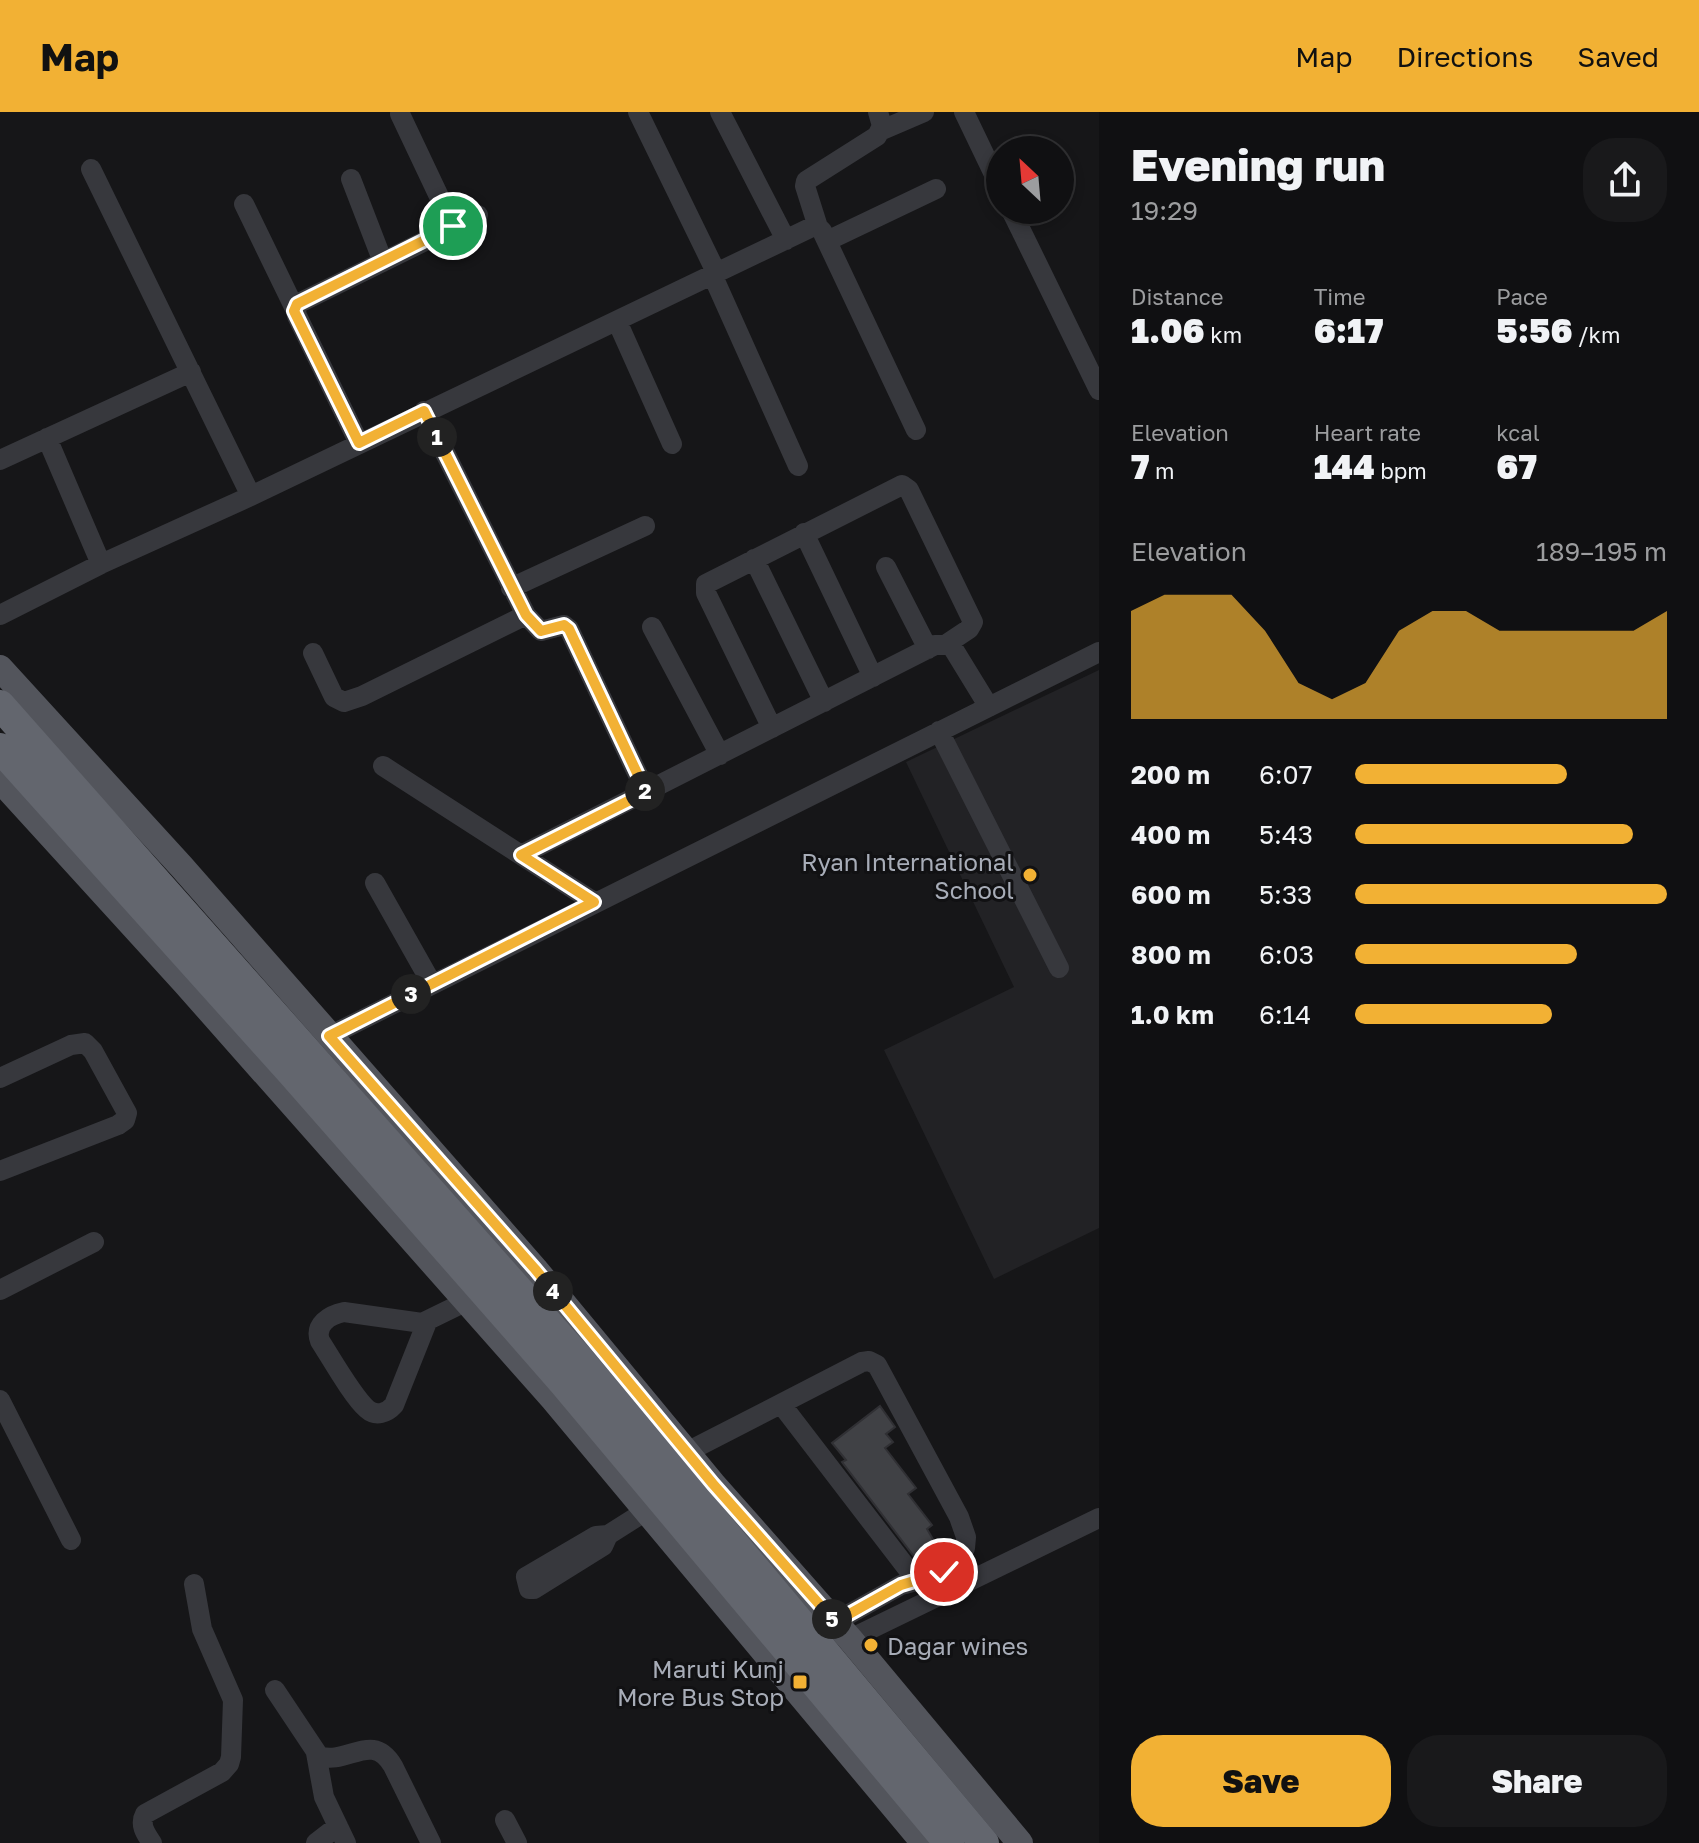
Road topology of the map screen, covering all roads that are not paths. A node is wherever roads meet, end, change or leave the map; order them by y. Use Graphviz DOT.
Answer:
graph roads {
  1 [pos="638,112"];
  2 [pos="720,112"];
  3 [pos="924,112"];
  4 [pos="964,112"];
  5 [pos="400,114"];
  6 [pos="880,121"];
  7 [pos="986,158"];
  8 [pos="91,169"];
  9 [pos="351,179"];
  10 [pos="936,189"];
  11 [pos="244,204"];
  12 [pos="478,215"];
  13 [pos="1018,224"];
  14 [pos="453,226"];
  15 [pos="823,234"];
  16 [pos="786,240"];
  17 [pos="383,262"];
  18 [pos="714,273"];
  19 [pos="294,307"];
  20 [pos="617,321"];
  21 [pos="191,372"];
  22 [pos="1099,390"];
  23 [pos="424,411"];
  24 [pos="916,430"];
  25 [pos="47,438"];
  26 [pos="359,443"];
  27 [pos="672,444"];
  28 [pos="0,460"];
  29 [pos="798,466"];
  30 [pos="251,496"];
  31 [pos="645,526"];
  32 [pos="804,533"];
  33 [pos="754,559"];
  34 [pos="101,564"];
  35 [pos="886,567"];
  36 [pos="511,588"];
  37 [pos="0,615"];
  38 [pos="526,615"];
  39 [pos="652,627"];
  40 [pos="948,643"];
  41 [pos="928,649"];
  42 [pos="1099,652"];
  43 [pos="313,653"];
  44 [pos="0,668"];
  45 [pos="873,677"];
  46 [pos="824,702"];
  47 [pos="0,705"];
  48 [pos="989,707"];
  49 [pos="772,728"];
  50 [pos="939,731"];
  51 [pos="0,748"];
  52 [pos="720,755"];
  53 [pos="383,766"];
  54 [pos="0,780"];
  55 [pos="646,792"];
  56 [pos="521,855"];
  57 [pos="375,883"];
  58 [pos="594,902"];
  59 [pos="1059,968"];
  60 [pos="432,984"];
  61 [pos="329,1036"];
  62 [pos="0,1078"];
  63 [pos="0,1171"];
  64 [pos="94,1242"];
  65 [pos="0,1290"];
  66 [pos="467,1301"];
  67 [pos="427,1322"];
  68 [pos="0,1400"];
  69 [pos="781,1404"];
  70 [pos="687,1452"];
  71 [pos="646,1511"];
  72 [pos="1099,1518"];
  73 [pos="608,1535"];
  74 [pos="71,1540"];
  75 [pos="916,1580"];
  76 [pos="194,1584"];
  77 [pos="842,1631"];
  78 [pos="275,1690"];
  79 [pos="316,1753"];
  80 [pos="505,1820"];
  81 [pos="342,1835"];
  82 [pos="152,1843"];
  83 [pos="316,1843"];
  84 [pos="431,1843"];
  85 [pos="517,1843"];
  86 [pos="924,1843"];
  87 [pos="949,1843"];
  88 [pos="984,1843"];
  89 [pos="1020,1843"];
  1 -- 18 [label="street"];
  2 -- 16 [label="street"];
  3 -- 6 [label="street"];
  4 -- 7 [label="street"];
  5 -- 14 [label="street"];
  6 -- 15 [label="street"];
  8 -- 21 [label="street"];
  9 -- 17 [label="street"];
  10 -- 15 [label="street"];
  11 -- 19 [label="street"];
  12 -- 14 [label="street"];
  13 -- 22 [label="street"];
  14 -- 17 [label="street"];
  15 -- 16 [label="street"];
  15 -- 24 [label="street"];
  16 -- 18 [label="street"];
  17 -- 19 [label="street"];
  18 -- 20 [label="street"];
  18 -- 29 [label="street"];
  19 -- 26 [label="street"];
  20 -- 23 [label="street"];
  20 -- 27 [label="street"];
  21 -- 25 [label="street"];
  21 -- 30 [label="street"];
  23 -- 26 [label="street"];
  23 -- 36 [label="street"];
  25 -- 28 [label="street"];
  25 -- 34 [label="street"];
  26 -- 30 [label="street"];
  30 -- 34 [label="street"];
  31 -- 36 [label="street"];
  32 -- 33 [label="street"];
  32 -- 40 [label="street"];
  32 -- 45 [label="street"];
  33 -- 46 [label="street"];
  33 -- 49 [label="street"];
  34 -- 37 [label="street"];
  35 -- 41 [label="street"];
  36 -- 38 [label="street"];
  38 -- 43 [label="street"];
  38 -- 55 [label="street"];
  39 -- 52 [label="street"];
  40 -- 41 [label="street"];
  40 -- 48 [label="street"];
  41 -- 45 [label="street"];
  42 -- 48 [label="street"];
  44 -- 61 [label="main road"];
  45 -- 46 [label="street"];
  46 -- 49 [label="street"];
  47 -- 88 [label="highway"];
  48 -- 50 [label="street"];
  49 -- 52 [label="street"];
  50 -- 58 [label="street"];
  50 -- 59 [label="street"];
  51 -- 87 [label="highway"];
  52 -- 55 [label="street"];
  53 -- 56 [label="street"];
  54 -- 66 [label="main road"];
  55 -- 56 [label="street"];
  56 -- 58 [label="street"];
  57 -- 60 [label="street"];
  58 -- 60 [label="street"];
  60 -- 61 [label="street"];
  61 -- 70 [label="main road"];
  62 -- 63 [label="street"];
  64 -- 65 [label="street"];
  66 -- 67 [label="street"];
  66 -- 71 [label="main road"];
  67 -- 67 [label="street"];
  68 -- 74 [label="street"];
  69 -- 70 [label="street"];
  69 -- 75 [label="street"];
  69 -- 75 [label="street"];
  70 -- 77 [label="main road"];
  71 -- 73 [label="street"];
  71 -- 86 [label="main road"];
  72 -- 77 [label="street"];
  75 -- 77 [label="street"];
  76 -- 82 [label="street"];
  77 -- 89 [label="main road"];
  78 -- 79 [label="street"];
  79 -- 81 [label="street"];
  79 -- 84 [label="street"];
  80 -- 85 [label="street"];
  81 -- 83 [label="street"];
}
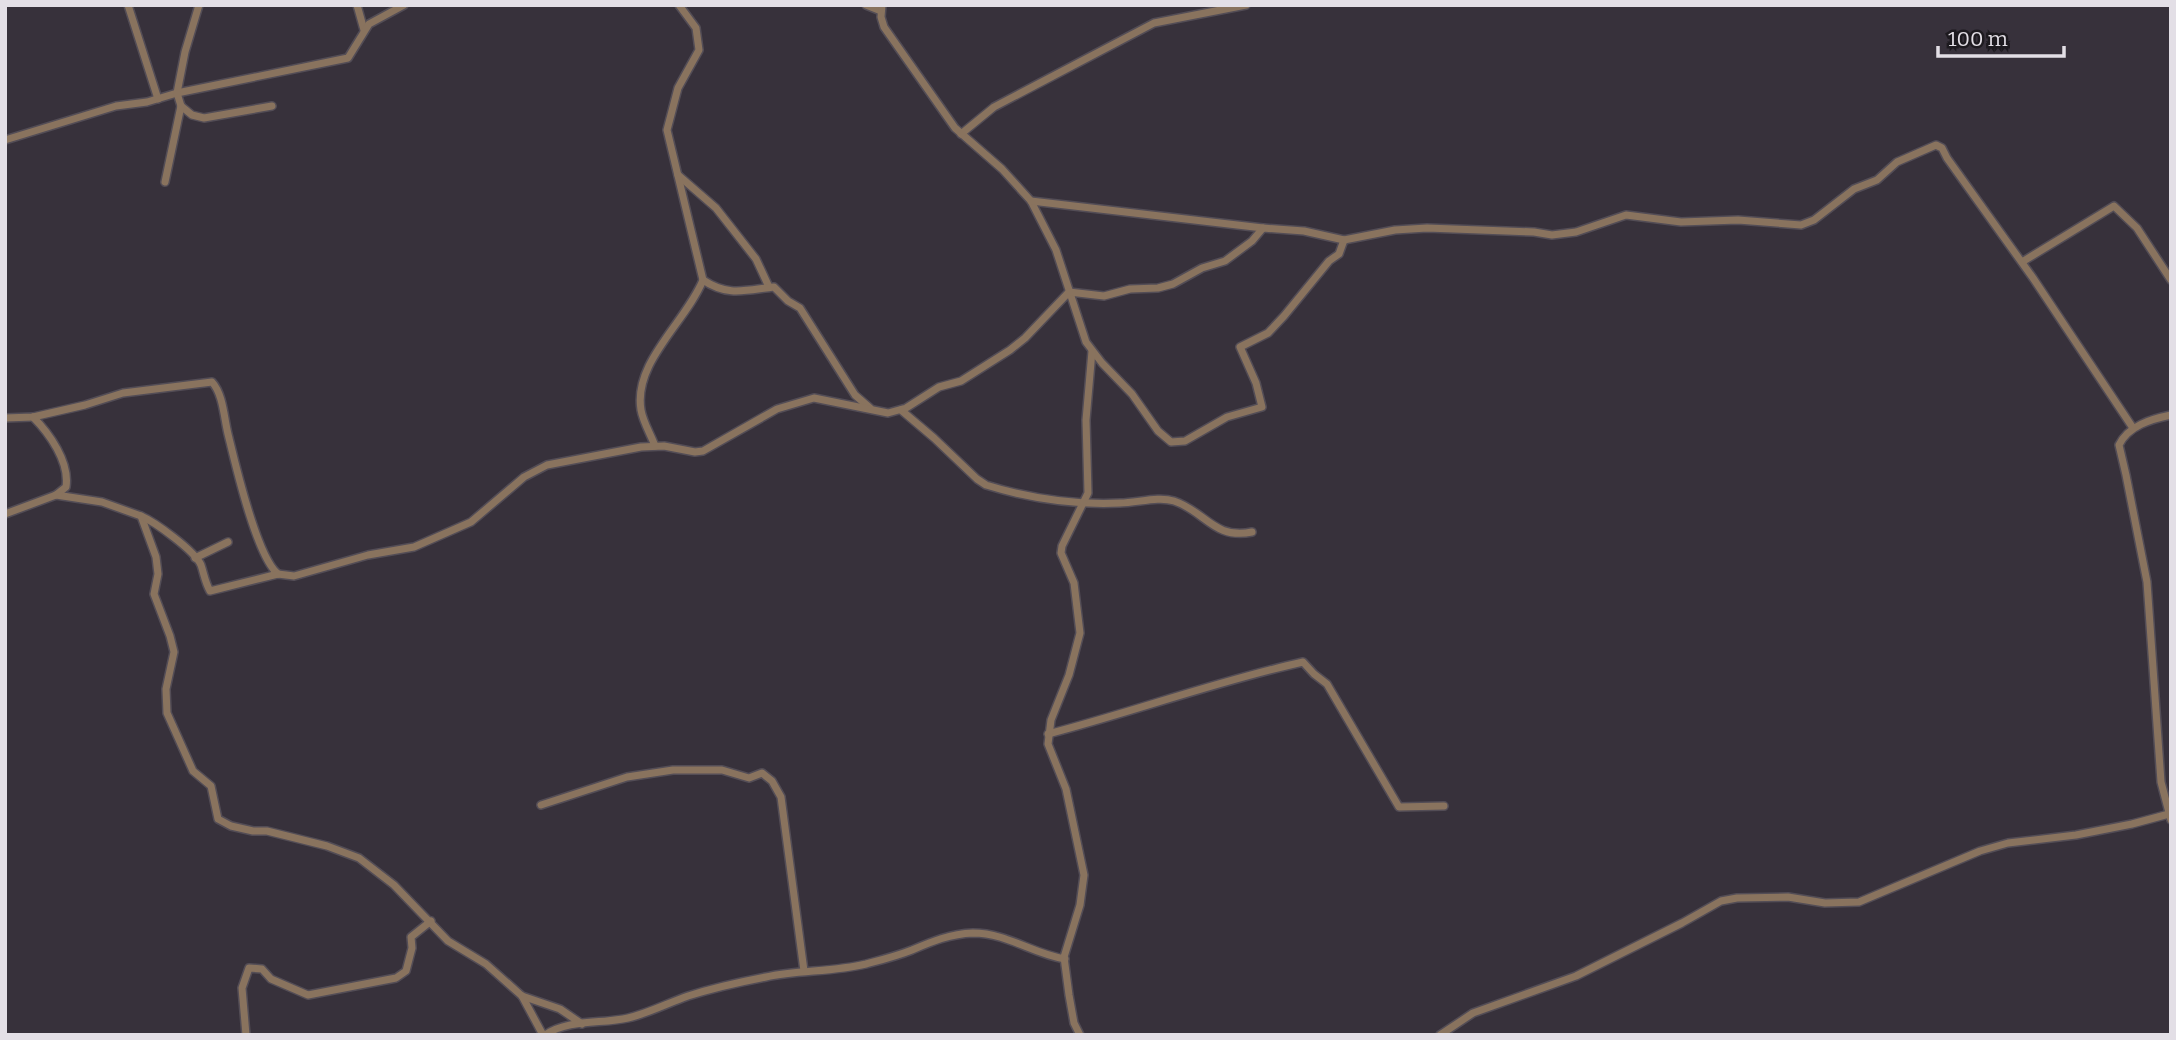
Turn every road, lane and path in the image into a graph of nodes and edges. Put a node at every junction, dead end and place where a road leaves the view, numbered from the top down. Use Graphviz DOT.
graph roads {
  1 [pos="128,5"];
  2 [pos="199,5"];
  3 [pos="357,5"];
  4 [pos="404,5"];
  5 [pos="679,5"];
  6 [pos="866,5"];
  7 [pos="1246,5"];
  8 [pos="882,8"];
  9 [pos="364,30"];
  10 [pos="177,93"];
  11 [pos="158,99"];
  12 [pos="181,106"];
  13 [pos="272,106"];
  14 [pos="961,134"];
  15 [pos="5,141"];
  16 [pos="677,174"];
  17 [pos="165,182"];
  18 [pos="1031,201"];
  19 [pos="1264,228"];
  20 [pos="1344,240"];
  21 [pos="2022,262"];
  22 [pos="704,280"];
  23 [pos="2171,280"];
  24 [pos="769,287"];
  25 [pos="1069,292"];
  26 [pos="1092,351"];
  27 [pos="871,408"];
  28 [pos="901,411"];
  29 [pos="2171,415"];
  30 [pos="33,417"];
  31 [pos="5,418"];
  32 [pos="2133,428"];
  33 [pos="655,446"];
  34 [pos="56,495"];
  35 [pos="1084,502"];
  36 [pos="5,514"];
  37 [pos="141,516"];
  38 [pos="1252,532"];
  39 [pos="228,542"];
  40 [pos="195,558"];
  41 [pos="278,574"];
  42 [pos="1048,734"];
  43 [pos="541,805"];
  44 [pos="1444,806"];
  45 [pos="2170,814"];
  46 [pos="431,921"];
  47 [pos="1065,959"];
  48 [pos="804,971"];
  49 [pos="522,996"];
  50 [pos="582,1024"];
  51 [pos="246,1035"];
  52 [pos="544,1035"];
  53 [pos="1080,1035"];
  54 [pos="1440,1035"];
  1 -- 11 [label="street"];
  2 -- 10 [label="street"];
  3 -- 9 [label="street"];
  4 -- 9 [label="street"];
  5 -- 16 [label="street"];
  6 -- 8 [label="street"];
  7 -- 14 [label="street"];
  8 -- 14 [label="street"];
  9 -- 10 [label="street"];
  10 -- 11 [label="street"];
  10 -- 12 [label="street"];
  11 -- 15 [label="street"];
  12 -- 13 [label="street"];
  12 -- 17 [label="street"];
  14 -- 18 [label="street"];
  16 -- 22 [label="street"];
  16 -- 24 [label="street"];
  18 -- 19 [label="street"];
  18 -- 25 [label="street"];
  19 -- 20 [label="street"];
  19 -- 25 [label="street"];
  20 -- 21 [label="street"];
  20 -- 26 [label="street"];
  21 -- 23 [label="street"];
  21 -- 32 [label="street"];
  22 -- 24 [label="street"];
  22 -- 33 [label="street"];
  24 -- 27 [label="street"];
  25 -- 26 [label="street"];
  25 -- 28 [label="street"];
  26 -- 35 [label="street"];
  27 -- 28 [label="street"];
  27 -- 33 [label="street"];
  28 -- 35 [label="street"];
  29 -- 32 [label="street"];
  30 -- 31 [label="street"];
  30 -- 34 [label="street"];
  30 -- 41 [label="street"];
  32 -- 45 [label="street"];
  33 -- 41 [label="street"];
  34 -- 36 [label="street"];
  34 -- 37 [label="street"];
  35 -- 38 [label="street"];
  35 -- 42 [label="street"];
  37 -- 40 [label="street"];
  37 -- 46 [label="street"];
  39 -- 40 [label="street"];
  40 -- 41 [label="street"];
  42 -- 44 [label="street"];
  42 -- 47 [label="street"];
  43 -- 48 [label="street"];
  45 -- 54 [label="street"];
  46 -- 49 [label="street"];
  46 -- 51 [label="street"];
  47 -- 48 [label="street"];
  47 -- 53 [label="street"];
  48 -- 50 [label="street"];
  49 -- 50 [label="street"];
  49 -- 52 [label="street"];
  50 -- 52 [label="street"];
}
__________
* **Activity**:
Reply with one number only: how many lines of the listing hold "Graphviz"?

* **Reply**:
2